* _Work to be completed_
Scan the entries below for the string "BYPASS" and copy every line where it turns up.

--- START ---

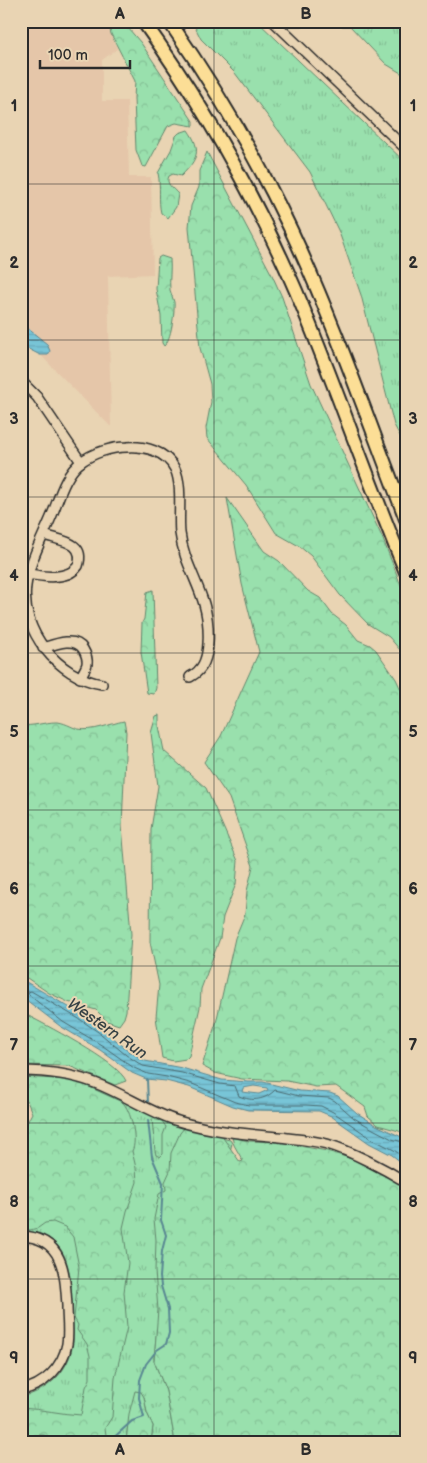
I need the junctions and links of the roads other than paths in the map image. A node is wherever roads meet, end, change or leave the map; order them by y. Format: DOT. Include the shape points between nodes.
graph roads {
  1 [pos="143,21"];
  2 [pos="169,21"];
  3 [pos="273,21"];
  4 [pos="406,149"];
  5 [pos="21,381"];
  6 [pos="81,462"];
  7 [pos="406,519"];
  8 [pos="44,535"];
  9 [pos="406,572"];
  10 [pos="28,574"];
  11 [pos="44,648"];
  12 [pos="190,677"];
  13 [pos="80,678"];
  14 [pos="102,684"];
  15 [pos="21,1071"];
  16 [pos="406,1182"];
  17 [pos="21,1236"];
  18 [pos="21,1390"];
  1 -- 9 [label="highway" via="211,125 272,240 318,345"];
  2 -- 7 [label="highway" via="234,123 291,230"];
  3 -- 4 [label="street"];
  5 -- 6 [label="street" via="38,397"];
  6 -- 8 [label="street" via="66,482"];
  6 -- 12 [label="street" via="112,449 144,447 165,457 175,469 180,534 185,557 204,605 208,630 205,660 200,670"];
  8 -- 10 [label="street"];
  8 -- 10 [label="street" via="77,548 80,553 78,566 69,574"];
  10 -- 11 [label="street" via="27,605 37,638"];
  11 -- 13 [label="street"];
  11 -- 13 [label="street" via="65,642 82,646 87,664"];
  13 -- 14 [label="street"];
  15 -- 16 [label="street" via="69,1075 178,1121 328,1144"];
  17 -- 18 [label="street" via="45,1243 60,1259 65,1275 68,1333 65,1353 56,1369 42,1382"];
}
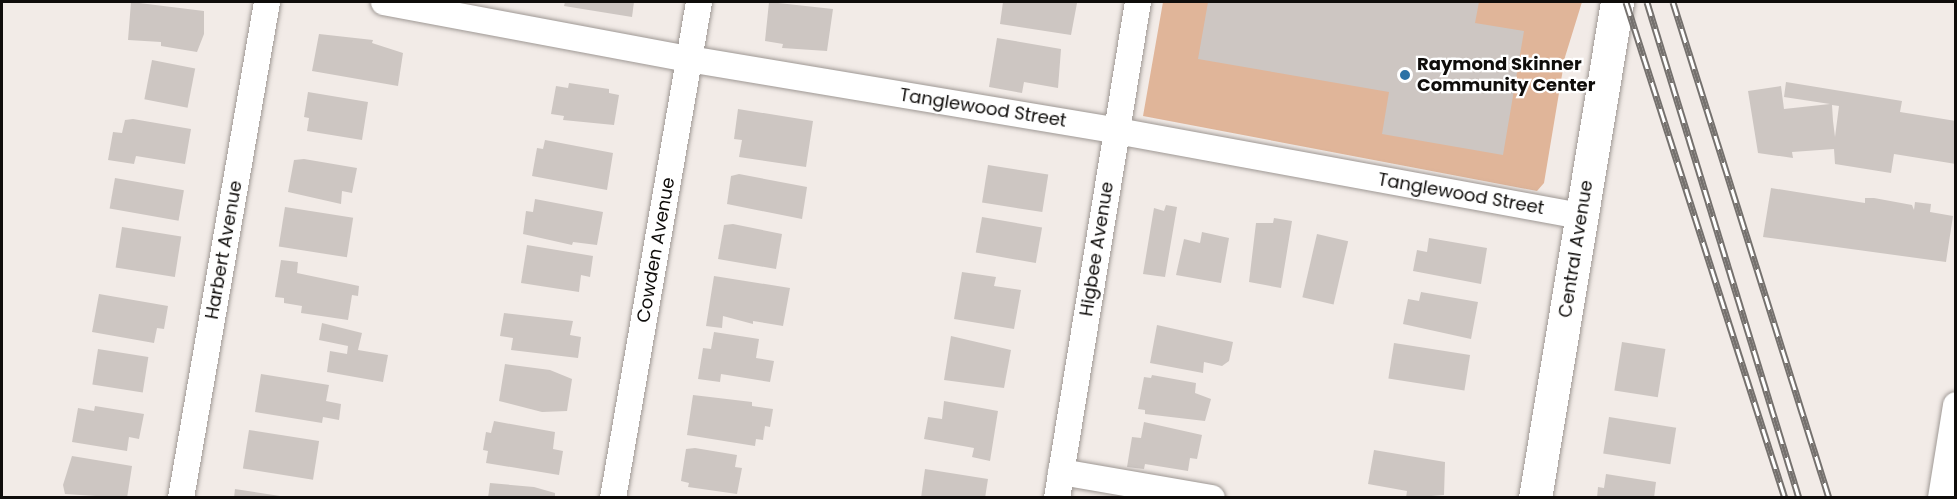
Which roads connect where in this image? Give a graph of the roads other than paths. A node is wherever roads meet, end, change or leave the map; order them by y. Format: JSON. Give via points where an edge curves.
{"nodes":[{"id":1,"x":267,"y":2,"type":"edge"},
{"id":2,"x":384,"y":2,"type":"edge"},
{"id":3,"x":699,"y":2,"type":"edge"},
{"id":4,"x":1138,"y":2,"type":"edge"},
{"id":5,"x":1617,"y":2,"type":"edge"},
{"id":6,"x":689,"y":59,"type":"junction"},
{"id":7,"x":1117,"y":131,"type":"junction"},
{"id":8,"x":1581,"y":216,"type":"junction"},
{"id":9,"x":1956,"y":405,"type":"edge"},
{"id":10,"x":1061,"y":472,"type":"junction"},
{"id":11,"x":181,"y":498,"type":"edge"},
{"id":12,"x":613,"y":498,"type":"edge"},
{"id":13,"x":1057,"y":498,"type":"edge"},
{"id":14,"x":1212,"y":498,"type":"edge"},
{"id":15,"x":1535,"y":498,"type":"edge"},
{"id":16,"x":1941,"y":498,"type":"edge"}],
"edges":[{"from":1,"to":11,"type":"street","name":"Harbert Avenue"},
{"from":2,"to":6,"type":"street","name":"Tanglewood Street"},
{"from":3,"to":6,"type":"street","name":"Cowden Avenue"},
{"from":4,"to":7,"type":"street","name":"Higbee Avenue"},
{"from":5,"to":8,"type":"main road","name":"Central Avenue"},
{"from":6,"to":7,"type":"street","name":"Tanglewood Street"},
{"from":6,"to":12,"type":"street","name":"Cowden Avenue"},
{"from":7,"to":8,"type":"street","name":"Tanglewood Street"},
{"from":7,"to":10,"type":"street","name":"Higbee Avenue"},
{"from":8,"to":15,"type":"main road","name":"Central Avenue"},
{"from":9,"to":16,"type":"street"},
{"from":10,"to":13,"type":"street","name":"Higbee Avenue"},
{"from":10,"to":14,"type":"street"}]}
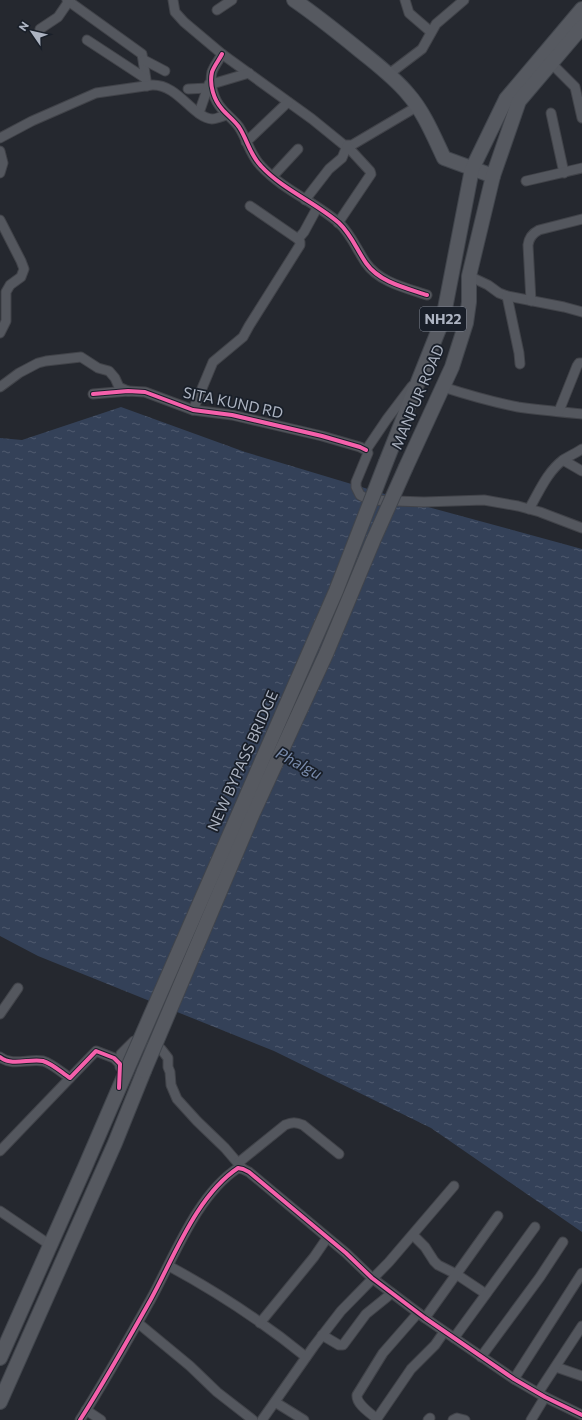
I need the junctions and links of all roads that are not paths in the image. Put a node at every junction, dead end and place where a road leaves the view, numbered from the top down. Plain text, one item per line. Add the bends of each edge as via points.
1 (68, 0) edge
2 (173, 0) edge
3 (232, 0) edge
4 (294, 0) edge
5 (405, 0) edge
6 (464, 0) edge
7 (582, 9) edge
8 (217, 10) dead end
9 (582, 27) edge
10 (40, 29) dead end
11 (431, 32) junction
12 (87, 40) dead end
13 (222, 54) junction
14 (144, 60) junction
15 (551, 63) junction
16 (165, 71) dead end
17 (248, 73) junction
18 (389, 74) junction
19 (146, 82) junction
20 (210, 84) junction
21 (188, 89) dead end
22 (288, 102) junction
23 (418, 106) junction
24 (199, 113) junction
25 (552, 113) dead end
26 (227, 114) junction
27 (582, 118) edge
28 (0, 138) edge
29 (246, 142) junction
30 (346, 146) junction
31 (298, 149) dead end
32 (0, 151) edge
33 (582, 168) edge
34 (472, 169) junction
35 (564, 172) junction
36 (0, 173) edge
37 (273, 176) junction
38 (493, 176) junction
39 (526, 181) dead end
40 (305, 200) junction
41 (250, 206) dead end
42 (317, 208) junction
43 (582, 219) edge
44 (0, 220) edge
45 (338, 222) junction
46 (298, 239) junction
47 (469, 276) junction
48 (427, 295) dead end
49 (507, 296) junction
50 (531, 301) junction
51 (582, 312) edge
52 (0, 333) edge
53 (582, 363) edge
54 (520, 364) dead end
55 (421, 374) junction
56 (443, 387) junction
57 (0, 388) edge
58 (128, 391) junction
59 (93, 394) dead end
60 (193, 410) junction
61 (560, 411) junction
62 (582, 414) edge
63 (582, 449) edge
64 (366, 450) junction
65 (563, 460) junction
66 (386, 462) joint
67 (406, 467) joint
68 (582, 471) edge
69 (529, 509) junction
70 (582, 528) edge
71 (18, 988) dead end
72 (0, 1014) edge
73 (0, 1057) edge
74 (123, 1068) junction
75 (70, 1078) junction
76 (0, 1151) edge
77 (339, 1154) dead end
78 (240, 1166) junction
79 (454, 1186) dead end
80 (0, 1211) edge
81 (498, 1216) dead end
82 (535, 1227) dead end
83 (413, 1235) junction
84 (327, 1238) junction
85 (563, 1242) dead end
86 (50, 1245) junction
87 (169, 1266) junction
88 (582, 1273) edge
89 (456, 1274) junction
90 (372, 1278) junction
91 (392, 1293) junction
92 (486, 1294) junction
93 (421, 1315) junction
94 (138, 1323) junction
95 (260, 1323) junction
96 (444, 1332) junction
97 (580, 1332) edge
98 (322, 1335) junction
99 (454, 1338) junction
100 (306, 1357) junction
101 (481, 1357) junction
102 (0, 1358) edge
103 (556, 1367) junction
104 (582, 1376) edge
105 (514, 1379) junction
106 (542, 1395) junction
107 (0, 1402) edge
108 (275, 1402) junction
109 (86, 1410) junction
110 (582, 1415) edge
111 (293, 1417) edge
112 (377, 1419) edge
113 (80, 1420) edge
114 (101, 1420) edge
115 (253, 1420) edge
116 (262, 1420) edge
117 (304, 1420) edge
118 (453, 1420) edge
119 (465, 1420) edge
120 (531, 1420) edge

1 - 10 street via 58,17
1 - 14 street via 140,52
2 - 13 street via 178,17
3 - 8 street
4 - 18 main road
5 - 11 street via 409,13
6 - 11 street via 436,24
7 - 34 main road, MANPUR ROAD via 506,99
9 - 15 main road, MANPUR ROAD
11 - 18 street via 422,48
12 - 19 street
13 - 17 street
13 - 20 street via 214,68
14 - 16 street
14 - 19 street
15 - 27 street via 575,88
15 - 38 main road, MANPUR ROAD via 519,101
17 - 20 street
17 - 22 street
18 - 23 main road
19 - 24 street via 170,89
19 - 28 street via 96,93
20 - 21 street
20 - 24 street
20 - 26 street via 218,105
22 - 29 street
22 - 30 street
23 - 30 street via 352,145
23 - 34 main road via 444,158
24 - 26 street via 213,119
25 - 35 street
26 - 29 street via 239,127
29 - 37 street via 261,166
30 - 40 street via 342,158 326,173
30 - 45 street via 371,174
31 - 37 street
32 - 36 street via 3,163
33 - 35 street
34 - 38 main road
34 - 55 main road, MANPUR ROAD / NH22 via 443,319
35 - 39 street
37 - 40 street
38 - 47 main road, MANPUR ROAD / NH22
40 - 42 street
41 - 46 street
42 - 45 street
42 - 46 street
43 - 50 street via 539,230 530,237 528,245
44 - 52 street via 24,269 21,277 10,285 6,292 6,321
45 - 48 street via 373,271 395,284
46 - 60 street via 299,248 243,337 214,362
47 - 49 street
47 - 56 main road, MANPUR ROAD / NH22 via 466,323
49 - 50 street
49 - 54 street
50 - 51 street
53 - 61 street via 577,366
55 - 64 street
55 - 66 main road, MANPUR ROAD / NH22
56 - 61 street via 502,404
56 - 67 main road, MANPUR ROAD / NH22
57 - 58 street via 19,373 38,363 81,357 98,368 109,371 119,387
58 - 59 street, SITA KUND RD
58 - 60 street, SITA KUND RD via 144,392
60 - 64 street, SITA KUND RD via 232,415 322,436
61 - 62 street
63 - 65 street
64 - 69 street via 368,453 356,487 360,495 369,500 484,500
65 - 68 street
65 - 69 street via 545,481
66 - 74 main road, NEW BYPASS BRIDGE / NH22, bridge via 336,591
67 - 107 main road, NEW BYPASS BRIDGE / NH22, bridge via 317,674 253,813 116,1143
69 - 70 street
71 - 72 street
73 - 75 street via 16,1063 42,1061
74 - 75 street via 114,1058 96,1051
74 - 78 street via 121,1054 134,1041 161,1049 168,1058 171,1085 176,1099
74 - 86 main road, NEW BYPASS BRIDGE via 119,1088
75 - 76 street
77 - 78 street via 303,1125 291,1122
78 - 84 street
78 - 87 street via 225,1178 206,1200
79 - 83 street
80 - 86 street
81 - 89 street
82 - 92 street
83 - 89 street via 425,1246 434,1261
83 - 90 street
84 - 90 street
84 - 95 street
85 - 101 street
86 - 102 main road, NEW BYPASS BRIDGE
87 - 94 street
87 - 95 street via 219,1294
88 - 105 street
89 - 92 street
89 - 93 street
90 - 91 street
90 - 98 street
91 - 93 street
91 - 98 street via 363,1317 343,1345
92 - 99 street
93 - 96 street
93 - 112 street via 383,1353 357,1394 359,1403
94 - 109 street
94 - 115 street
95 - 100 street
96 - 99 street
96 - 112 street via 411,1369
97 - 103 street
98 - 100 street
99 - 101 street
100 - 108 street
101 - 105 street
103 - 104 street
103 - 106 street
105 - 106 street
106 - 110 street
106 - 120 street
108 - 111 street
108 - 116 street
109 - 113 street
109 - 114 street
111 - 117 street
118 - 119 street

--- END ---

* _Written answer_
66 - 74 main road, NEW BYPASS BRIDGE / NH22, bridge via 336,591
67 - 107 main road, NEW BYPASS BRIDGE / NH22, bridge via 317,674 253,813 116,1143
74 - 86 main road, NEW BYPASS BRIDGE via 119,1088
86 - 102 main road, NEW BYPASS BRIDGE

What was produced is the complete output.